The ladies, known as the Ocean Sheroes who will row two hours on, two hours off 24/7 are aiming to break the current female four world record of 50 days, eight hours and 14 minutes set in 2014. On their journey, the team will experience both physical and mental challenges, including body sores, seasickness, extreme exhaustion, fatigue as well as burning between 6,500-8,500 calories per day.

The team are looking to raise £60,000 for the Seabin Project. The Seabin 6.0 is a revolution in ocean cleaning technology, helping to create cleaner oceans with healthier marine life. The Seabin catches an estimated 1.5 tonnes of marine debris per year (depending on weather and debris volumes) including microplastics down to two mm small, microfibres, fuel and oil.
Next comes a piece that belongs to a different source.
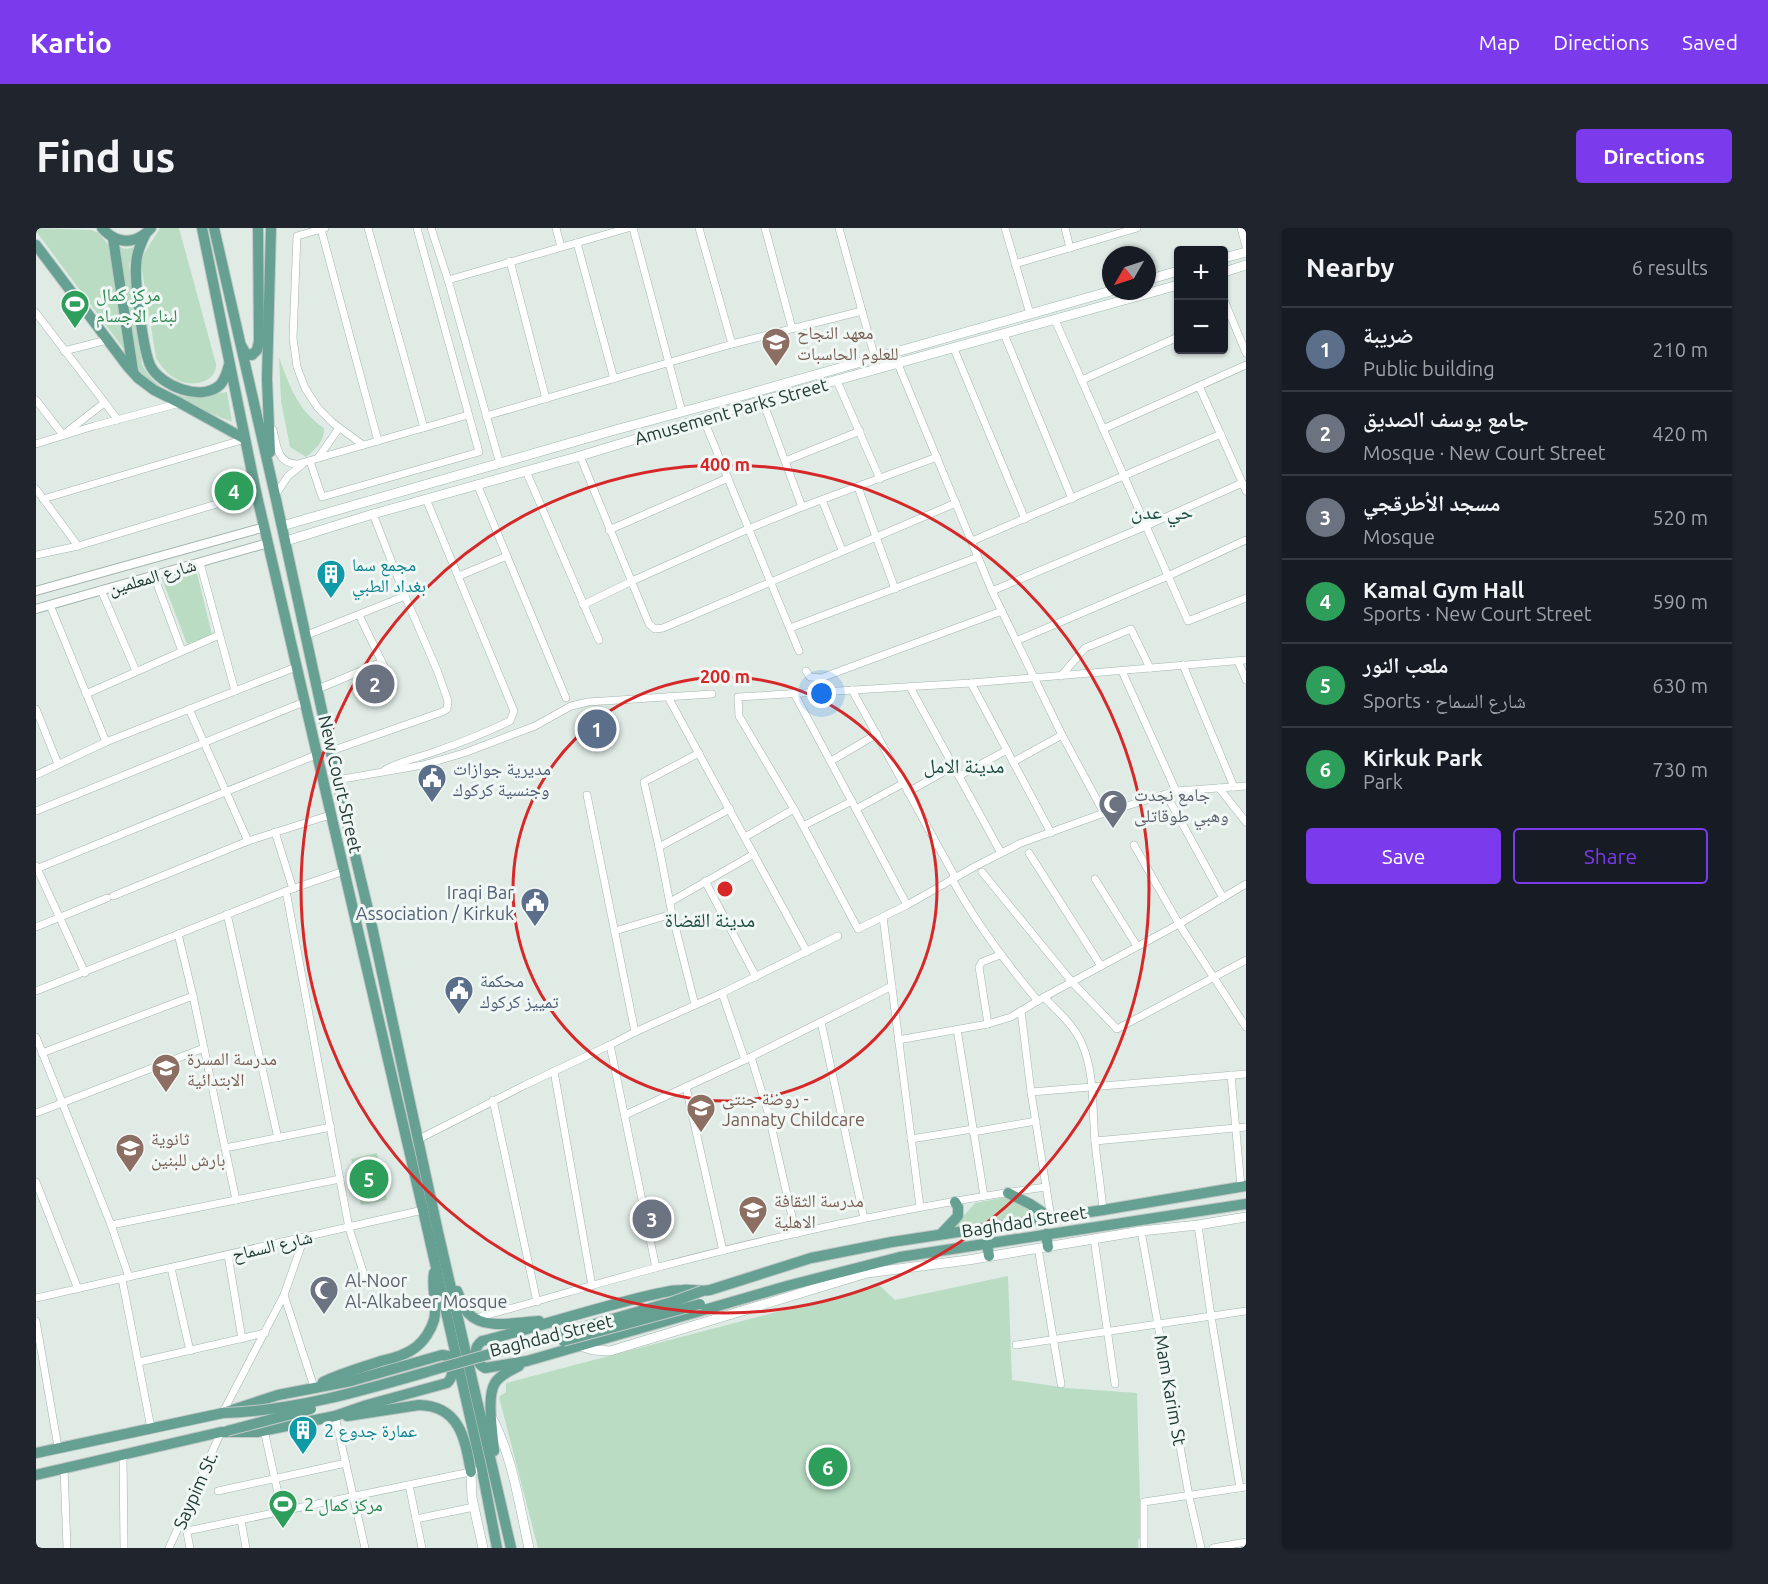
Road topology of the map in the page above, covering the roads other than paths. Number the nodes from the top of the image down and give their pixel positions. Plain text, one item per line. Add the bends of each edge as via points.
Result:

This won't be the first long distance row that Bella has completed, having rowed across the Atlantic in 2015/16. Despite completing that Atlantic challenge she is willing to push herself again this time. She said: “I am doing this race because I love to have a challenge outside of my day-to-day life, where I’m learning about incredible charities like the Seabin Project and meeting inspiring people from all walks of life. It’s also about the adventure, there aren’t many places left in the world that are unexplored - I feel incredibly privileged to be able to see the marine landscape of the mid-Pacific.”

The Ocean Sheroes have the ‘three P’s philosophy’: positivity, people and planet. The ladies are undertaking this enormous challenge not just for their own benefit but for people of the future as well. In a statement, they said: “This campaign is about so much more than rowing an ocean, we’re here to build a network of change-makers to create a positive impact for people and the planet. Together, as a community, we want to bring about change in daily behaviours and habits, however small, that collectively preserves our home – the world – for future generations.”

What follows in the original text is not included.